* _Task details_: Output each entry below as it stands, leaving out every picture.

* _Saved data entries_:
- - - - -
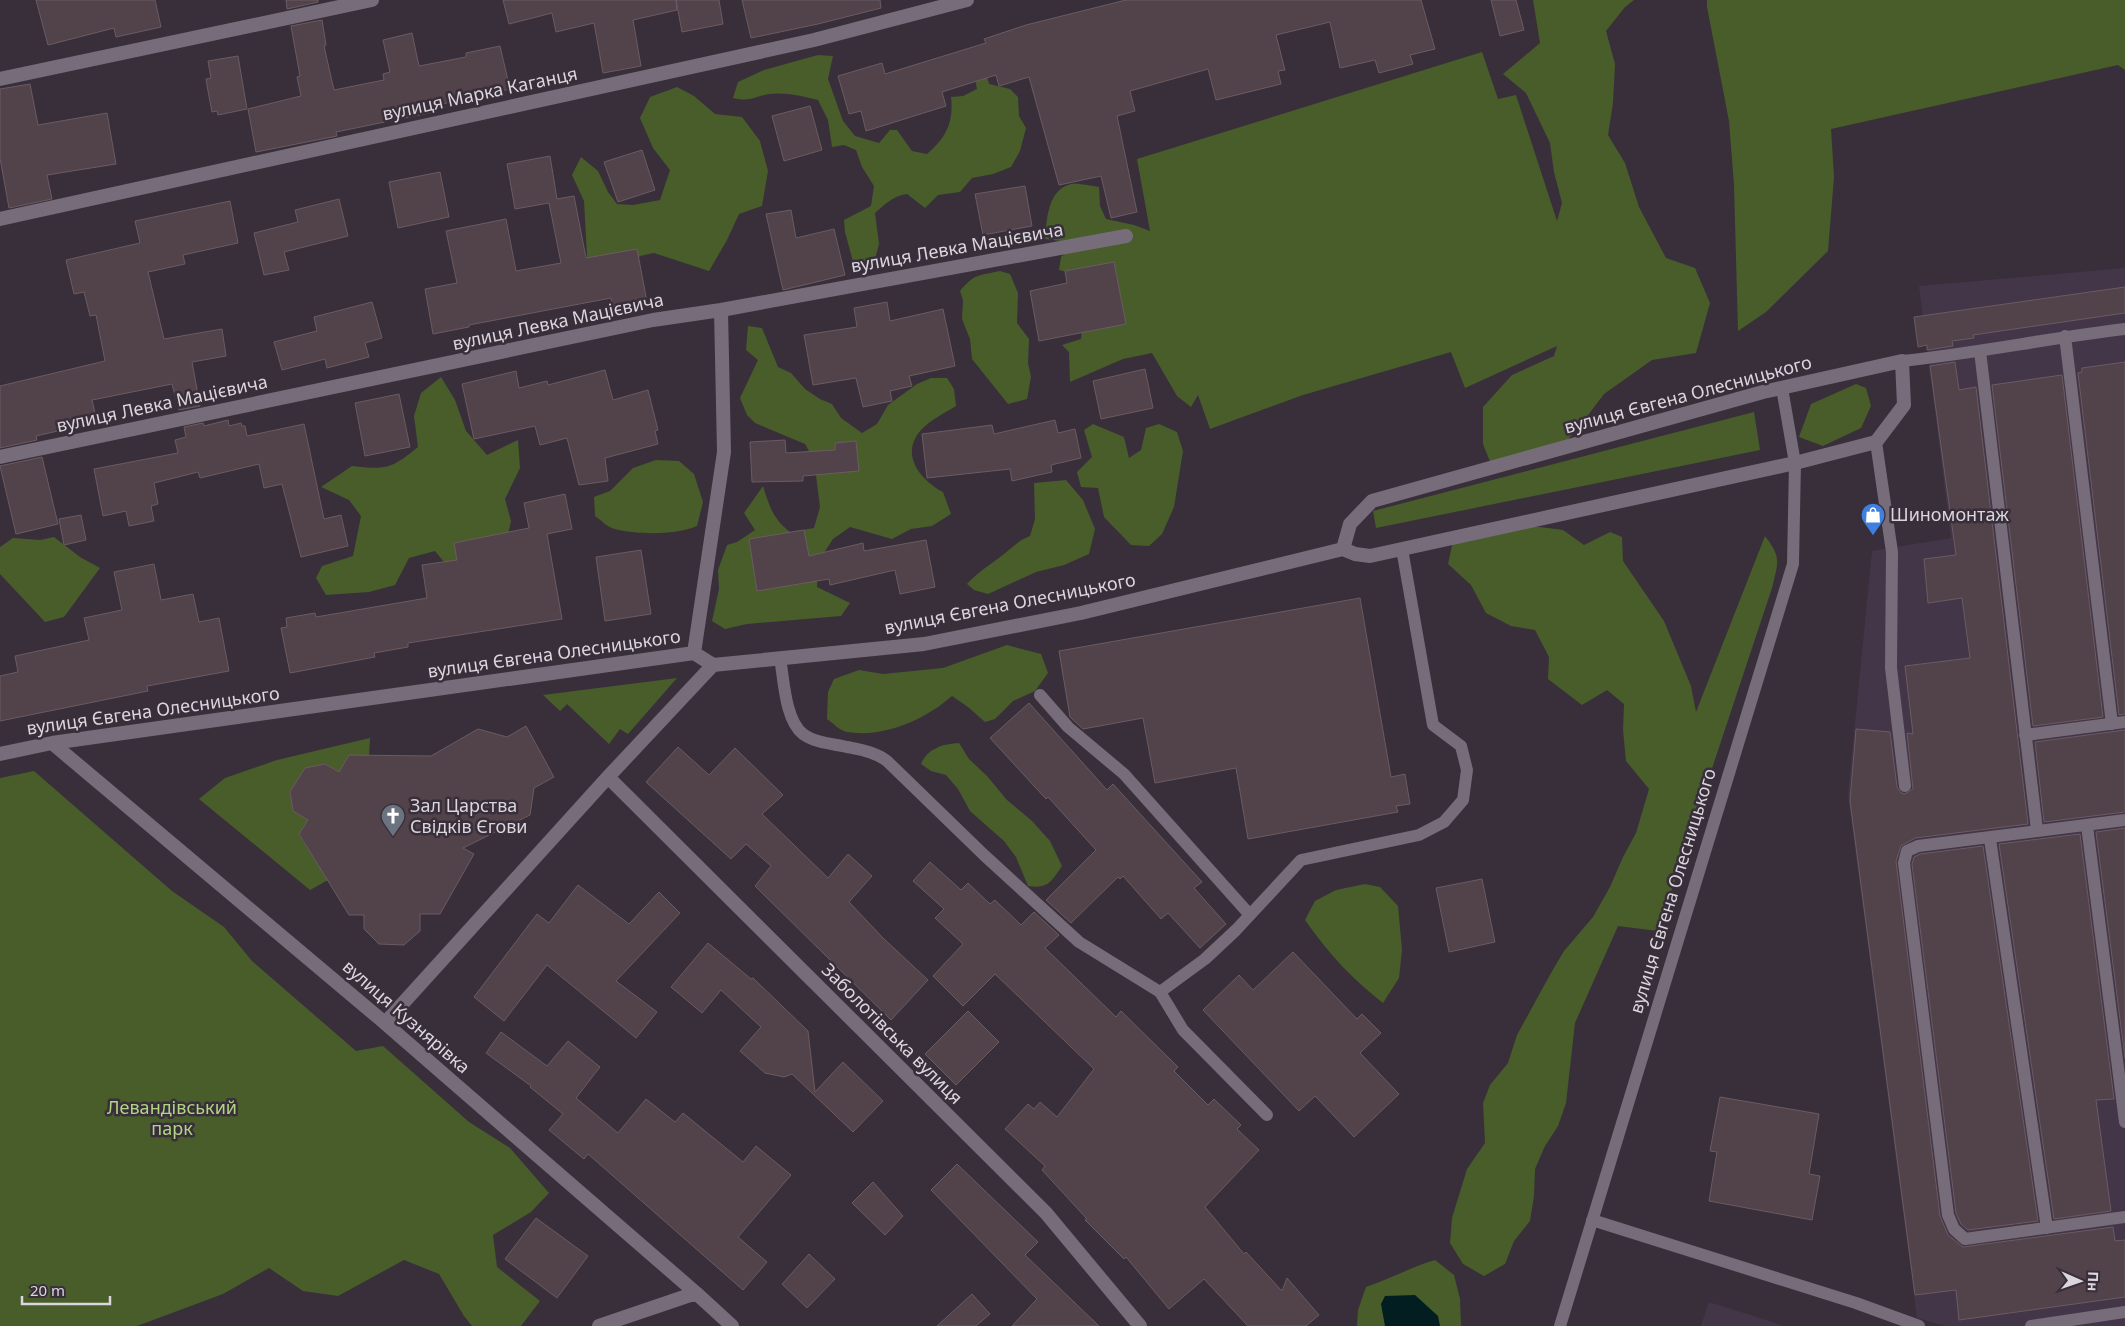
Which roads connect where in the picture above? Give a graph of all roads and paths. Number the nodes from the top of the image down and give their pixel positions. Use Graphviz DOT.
graph roads {
  1 [pos="372,0"];
  2 [pos="968,0"];
  3 [pos="0,79"];
  4 [pos="0,219"];
  5 [pos="1126,236"];
  6 [pos="721,310"];
  7 [pos="2125,329"];
  8 [pos="2065,336"];
  9 [pos="1980,351"];
  10 [pos="1902,361"];
  11 [pos="1782,388"];
  12 [pos="1876,442"];
  13 [pos="0,458"];
  14 [pos="1795,463"];
  15 [pos="1343,549"];
  16 [pos="1402,549"];
  17 [pos="694,653"];
  18 [pos="780,658"];
  19 [pos="713,665"];
  20 [pos="1040,695"];
  21 [pos="2119,723"];
  22 [pos="2025,735"];
  23 [pos="52,743"];
  24 [pos="0,754"];
  25 [pos="608,777"];
  26 [pos="1904,786"];
  27 [pos="2125,820"];
  28 [pos="2088,826"];
  29 [pos="2037,830"];
  30 [pos="1990,839"];
  31 [pos="1250,914"];
  32 [pos="1160,992"];
  33 [pos="385,1023"];
  34 [pos="1267,1115"];
  35 [pos="2125,1122"];
  36 [pos="2125,1217"];
  37 [pos="1592,1220"];
  38 [pos="2047,1228"];
  39 [pos="696,1292"];
  40 [pos="2125,1312"];
  41 [pos="599,1326"];
  42 [pos="732,1326"];
  43 [pos="1140,1326"];
  44 [pos="1560,1326"];
  45 [pos="1919,1326"];
  46 [pos="2031,1326"];
  1 -- 3 [label="street"];
  2 -- 4 [label="street, вулиця Марка Каганця"];
  5 -- 6 [label="street, вулиця Левка Мацієвича"];
  6 -- 13 [label="street, вулиця Левка Мацієвича"];
  6 -- 17 [label="street"];
  7 -- 8 [label="lane"];
  8 -- 9 [label="lane"];
  8 -- 21 [label="lane"];
  9 -- 10 [label="lane"];
  9 -- 22 [label="lane"];
  10 -- 11 [label="street, вулиця Євгена Олесницького"];
  10 -- 12 [label="street"];
  11 -- 14 [label="lane"];
  11 -- 15 [label="street, вулиця Євгена Олесницького"];
  12 -- 14 [label="street, вулиця Євгена Олесницького"];
  12 -- 26 [label="lane"];
  14 -- 16 [label="street, вулиця Євгена Олесницького"];
  14 -- 37 [label="lane, вулиця Євгена Олесницького"];
  15 -- 16 [label="street, вулиця Євгена Олесницького"];
  15 -- 18 [label="street, вулиця Євгена Олесницького"];
  16 -- 31 [label="lane"];
  17 -- 19 [label="street, вулиця Євгена Олесницького"];
  17 -- 23 [label="street, вулиця Євгена Олесницького"];
  18 -- 19 [label="street, вулиця Євгена Олесницького"];
  18 -- 32 [label="lane"];
  19 -- 25 [label="street"];
  20 -- 31 [label="lane"];
  21 -- 22 [label="lane"];
  22 -- 29 [label="lane"];
  23 -- 24 [label="street, вулиця Євгена Олесницького"];
  23 -- 33 [label="street, вулиця Кузнярівка"];
  25 -- 33 [label="street"];
  25 -- 43 [label="street, Заболотівська вулиця"];
  27 -- 28 [label="lane"];
  28 -- 29 [label="lane"];
  28 -- 35 [label="lane"];
  29 -- 30 [label="lane"];
  30 -- 38 [label="lane"];
  30 -- 38 [label="lane"];
  31 -- 32 [label="lane"];
  32 -- 34 [label="lane"];
  33 -- 39 [label="street, вулиця Кузнярівка"];
  36 -- 38 [label="lane"];
  37 -- 44 [label="lane, вулиця Євгена Олесницького"];
  37 -- 45 [label="lane"];
  39 -- 41 [label="street"];
  39 -- 42 [label="street, вулиця Кузнярівка"];
  40 -- 46 [label="lane"];
}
- - - - -
* _Task answer_:
Which roads connect where in the picture above? Give a graph of all roads and paths. Number the nodes from the top of the image down and give their pixel positions. Use Graphviz DOT.
graph roads {
  1 [pos="372,0"];
  2 [pos="968,0"];
  3 [pos="0,79"];
  4 [pos="0,219"];
  5 [pos="1126,236"];
  6 [pos="721,310"];
  7 [pos="2125,329"];
  8 [pos="2065,336"];
  9 [pos="1980,351"];
  10 [pos="1902,361"];
  11 [pos="1782,388"];
  12 [pos="1876,442"];
  13 [pos="0,458"];
  14 [pos="1795,463"];
  15 [pos="1343,549"];
  16 [pos="1402,549"];
  17 [pos="694,653"];
  18 [pos="780,658"];
  19 [pos="713,665"];
  20 [pos="1040,695"];
  21 [pos="2119,723"];
  22 [pos="2025,735"];
  23 [pos="52,743"];
  24 [pos="0,754"];
  25 [pos="608,777"];
  26 [pos="1904,786"];
  27 [pos="2125,820"];
  28 [pos="2088,826"];
  29 [pos="2037,830"];
  30 [pos="1990,839"];
  31 [pos="1250,914"];
  32 [pos="1160,992"];
  33 [pos="385,1023"];
  34 [pos="1267,1115"];
  35 [pos="2125,1122"];
  36 [pos="2125,1217"];
  37 [pos="1592,1220"];
  38 [pos="2047,1228"];
  39 [pos="696,1292"];
  40 [pos="2125,1312"];
  41 [pos="599,1326"];
  42 [pos="732,1326"];
  43 [pos="1140,1326"];
  44 [pos="1560,1326"];
  45 [pos="1919,1326"];
  46 [pos="2031,1326"];
  1 -- 3 [label="street"];
  2 -- 4 [label="street, вулиця Марка Каганця"];
  5 -- 6 [label="street, вулиця Левка Мацієвича"];
  6 -- 13 [label="street, вулиця Левка Мацієвича"];
  6 -- 17 [label="street"];
  7 -- 8 [label="lane"];
  8 -- 9 [label="lane"];
  8 -- 21 [label="lane"];
  9 -- 10 [label="lane"];
  9 -- 22 [label="lane"];
  10 -- 11 [label="street, вулиця Євгена Олесницького"];
  10 -- 12 [label="street"];
  11 -- 14 [label="lane"];
  11 -- 15 [label="street, вулиця Євгена Олесницького"];
  12 -- 14 [label="street, вулиця Євгена Олесницького"];
  12 -- 26 [label="lane"];
  14 -- 16 [label="street, вулиця Євгена Олесницького"];
  14 -- 37 [label="lane, вулиця Євгена Олесницького"];
  15 -- 16 [label="street, вулиця Євгена Олесницького"];
  15 -- 18 [label="street, вулиця Євгена Олесницького"];
  16 -- 31 [label="lane"];
  17 -- 19 [label="street, вулиця Євгена Олесницького"];
  17 -- 23 [label="street, вулиця Євгена Олесницького"];
  18 -- 19 [label="street, вулиця Євгена Олесницького"];
  18 -- 32 [label="lane"];
  19 -- 25 [label="street"];
  20 -- 31 [label="lane"];
  21 -- 22 [label="lane"];
  22 -- 29 [label="lane"];
  23 -- 24 [label="street, вулиця Євгена Олесницького"];
  23 -- 33 [label="street, вулиця Кузнярівка"];
  25 -- 33 [label="street"];
  25 -- 43 [label="street, Заболотівська вулиця"];
  27 -- 28 [label="lane"];
  28 -- 29 [label="lane"];
  28 -- 35 [label="lane"];
  29 -- 30 [label="lane"];
  30 -- 38 [label="lane"];
  30 -- 38 [label="lane"];
  31 -- 32 [label="lane"];
  32 -- 34 [label="lane"];
  33 -- 39 [label="street, вулиця Кузнярівка"];
  36 -- 38 [label="lane"];
  37 -- 44 [label="lane, вулиця Євгена Олесницького"];
  37 -- 45 [label="lane"];
  39 -- 41 [label="street"];
  39 -- 42 [label="street, вулиця Кузнярівка"];
  40 -- 46 [label="lane"];
}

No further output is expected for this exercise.